Quest’ultimo è un obbligo certamente non svalutabile perché positivamente prescritto dall’ultimo comma dell’articolo 16 d.lgs. n. 81 del 2008, in quanto finalizzato ad assicurare un livello adeguato di tutele, eludibili se l’ordinamento consentisse, inammissibilmente, di deresponsabilizzare il delegante.

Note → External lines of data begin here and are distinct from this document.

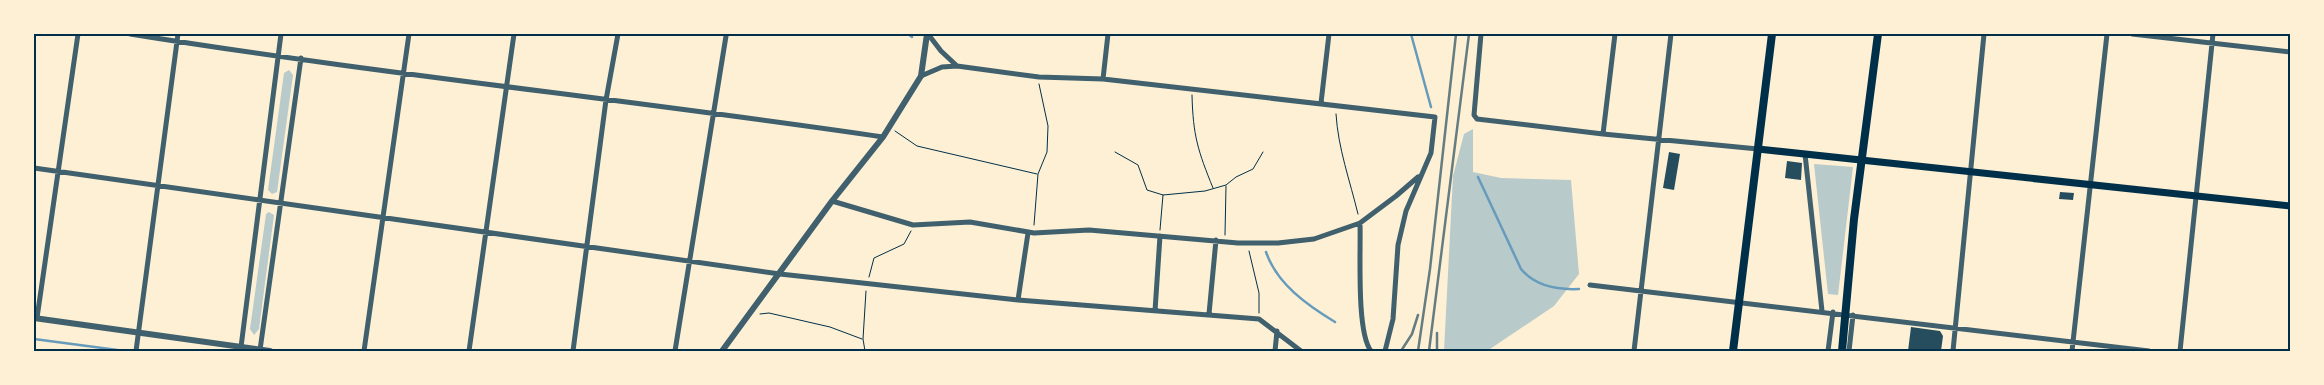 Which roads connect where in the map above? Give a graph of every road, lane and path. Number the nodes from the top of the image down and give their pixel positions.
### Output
1 (78, 34) edge
2 (130, 34) edge
3 (178, 34) edge
4 (281, 34) edge
5 (409, 34) edge
6 (514, 34) edge
7 (618, 34) edge
8 (927, 34) edge
9 (1108, 34) edge
10 (1329, 34) edge
11 (1481, 34) edge
12 (1615, 34) edge
13 (1671, 34) edge
14 (1772, 34) edge
15 (1878, 34) edge
16 (1984, 34) edge
17 (2107, 34) edge
18 (2132, 34) edge
19 (2213, 34) edge
20 (726, 36) dead end
21 (177, 41) junction
22 (2212, 43) junction
23 (2290, 52) edge
24 (279, 54) junction
25 (301, 58) junction
26 (957, 66) junction
27 (403, 72) junction
28 (921, 76) junction
29 (1038, 77) junction
30 (1103, 79) junction
31 (506, 88) junction
32 (1192, 89) junction
33 (606, 100) junction
34 (1320, 103) junction
35 (1336, 106) junction
36 (713, 112) junction
37 (889, 126) junction
38 (1602, 134) junction
39 (882, 137) junction
40 (1658, 139) junction
41 (1758, 149) junction
42 (1115, 152) dead end
43 (1264, 152) dead end
44 (1805, 154) junction
45 (1861, 160) junction
46 (34, 168) edge
47 (1971, 171) junction
48 (58, 172) junction
49 (1422, 173) junction
50 (1038, 174) junction
51 (1226, 185) junction
52 (2090, 185) junction
53 (157, 186) junction
54 (1213, 189) junction
55 (1163, 195) junction
56 (2198, 197) junction
57 (261, 201) junction
58 (832, 201) junction
59 (282, 204) junction
60 (2290, 206) edge
61 (383, 218) junction
62 (1360, 223) junction
63 (913, 225) junction
64 (486, 232) junction
65 (1031, 233) junction
66 (1160, 236) junction
67 (1216, 240) junction
68 (1225, 241) junction
69 (1249, 243) junction
70 (586, 246) junction
71 (689, 262) junction
72 (780, 274) junction
73 (867, 284) junction
74 (1590, 285) dead end
75 (1641, 289) junction
76 (1018, 300) junction
77 (1739, 302) junction
78 (1155, 311) junction
79 (1822, 311) junction
80 (1833, 312) junction
81 (750, 314) junction
82 (1209, 314) junction
83 (1849, 314) junction
84 (35, 318) edge
85 (1259, 319) junction
86 (1956, 326) junction
87 (1277, 331) junction
88 (138, 332) junction
89 (863, 339) junction
90 (2073, 341) junction
91 (241, 348) junction
92 (260, 350) junction
93 (136, 351) edge
94 (270, 351) edge
95 (364, 351) edge
96 (469, 351) edge
97 (573, 351) edge
98 (675, 351) edge
99 (722, 351) edge
100 (864, 351) edge
101 (1275, 351) edge
102 (1301, 351) edge
103 (1371, 351) edge
104 (1385, 351) edge
105 (1634, 351) edge
106 (1733, 351) edge
107 (1828, 351) edge
108 (1842, 351) edge
109 (1849, 351) edge
110 (1953, 351) edge
111 (2072, 351) edge
112 (2149, 351) edge
113 (2180, 351) edge

1 - 48 street
2 - 21 street
3 - 21 street
4 - 24 street
5 - 27 street
6 - 31 street
7 - 33 street
8 - 26 street
8 - 28 street
9 - 30 street
10 - 34 street
11 - 38 street
12 - 38 street
13 - 40 street
14 - 41 main road
15 - 45 main road
16 - 47 street
17 - 52 street
18 - 22 street
19 - 22 street
20 - 36 street
21 - 24 street
21 - 53 street
22 - 23 street
22 - 56 street
24 - 25 street
24 - 57 street
25 - 27 street
25 - 59 street
26 - 28 street
26 - 29 street
27 - 31 street
27 - 61 street
28 - 37 street
29 - 30 street
29 - 50 path
30 - 32 street
31 - 33 street
31 - 64 street
32 - 34 street
32 - 54 path
33 - 36 street
33 - 70 street
34 - 35 street
35 - 49 street
35 - 62 path
36 - 39 street
36 - 71 street
37 - 39 street
37 - 50 path
38 - 40 street
39 - 58 street
40 - 41 street
40 - 75 street
41 - 44 main road
41 - 77 main road
42 - 55 path
43 - 51 path
44 - 45 main road
44 - 79 street
45 - 47 main road
45 - 83 main road
46 - 48 street
47 - 52 main road
47 - 86 street
48 - 53 street
48 - 84 street
49 - 62 street
49 - 104 street
50 - 65 path
51 - 54 path
51 - 68 path
52 - 56 main road
52 - 90 street
53 - 57 street
53 - 88 street
54 - 55 path
55 - 66 path
56 - 60 main road
56 - 113 street
57 - 59 street
57 - 91 street
58 - 63 street
58 - 72 street
59 - 61 street
59 - 92 street
61 - 64 street
61 - 95 street
62 - 69 street
62 - 103 street
63 - 65 street
63 - 73 path
64 - 70 street
64 - 96 street
65 - 66 street
65 - 76 street
66 - 67 street
66 - 78 street
67 - 68 street
67 - 82 street
68 - 69 street
69 - 85 path
70 - 71 street
70 - 97 street
71 - 72 street
71 - 98 street
72 - 73 street
72 - 81 street
73 - 76 street
73 - 89 path
74 - 75 street
75 - 77 street
75 - 105 street
76 - 78 street
77 - 79 street
77 - 106 main road
78 - 82 street
79 - 80 street
80 - 83 street
80 - 107 street
81 - 89 path
81 - 99 street
82 - 85 street
83 - 86 street
83 - 108 main road
83 - 109 street
84 - 88 street
85 - 87 street
86 - 90 street
86 - 110 street
87 - 101 street
87 - 102 street
88 - 91 street
88 - 93 street
89 - 100 path
90 - 111 street
90 - 112 street
91 - 92 street
92 - 94 street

Ed allora, con fondamento, il ricorrente lamenta il difetto assoluto di motivazione su punti decisivi per il giudizio e la violazione di legge (articolo 16, ultimo comma, d.lgs. n. 81 del 2008), posto che la stessa sentenza impugnata non dubita del fatto che si fosse in presenza dell’inosservanza delle disposizioni normative per lo svolgimento dell’attività aziendale e dei termini dell’autorizzazione allo svolgimento della stessa, omettendo tuttavia di spiegare le ragioni per le quali, pur in presenza di una valida delega, i deleganti avessero omesso di vigilare in ordine al corretto svolgimento da parte del delegato delle funzioni trasferite, riguardanti, quanto alle violazioni riscontrate, appunto lo svolgimento dell’attività aziendale (acquisto di rifiuti metallici in contrasto con le prescrizioni del DM 05/02/1998, allegato 3, parte terza, violazione dei quantitativi massimi di ritiro dei rifiuti metallici, oltre all’inosservanza delle aree di stoccaggio e suddivisione dei rifiuti previste dall’autorizzazione provinciale), con conseguente ed ipotizzabile assicurazione di profitti anche a vantaggio dei soggetti deleganti.

Sussistente l’obbligo di controllo del delegante sul delegato, la condotta omissiva può, a condizioni esatte, integrare una responsabilità per omesso impedimento dell’evento ex articolo 40, comma secondo, del codice penale, in presenza di riconoscibili (e dalla sentenza impugnata riconosciute)  situazioni (superamento dei limiti massimi di rifiuti ritirati da terzi e palese inosservanza delle aree di stoccaggio e suddivisione dei rifiuti previste dalla autorizzazione provinciale sulle indicazioni della stessa EFFE EMME, unite all’acquisto di rifiuti metallici in violazione delle prescrizioni) che potevano essere oggetto di verifica da parte dei deleganti.

Sotto tale decisivo aspetto, allora, opportunamente il ricorrente obietta come il rendiconto dei costi e dei risultati rendesse di immediata “percezione” il rispetto o meno dei limiti previsti dalla autorizzazione provinciale, con la conseguenza che la mancata osservanza della suddivisione delle aree di stoccaggio dei vari rifiuti metallici era, anch’essa, circostanza di altrettanto evidente “percezione” da parte dei frequentatori dell’area.

4. La sentenza impugnata va pertanto annullata con rinvio per nuovo giudizio al tribunale di Cuneo.

P.Q.M.

Annulla la sentenza impugnata con rinvio per nuovo giudizio al tribunale di Cuneo.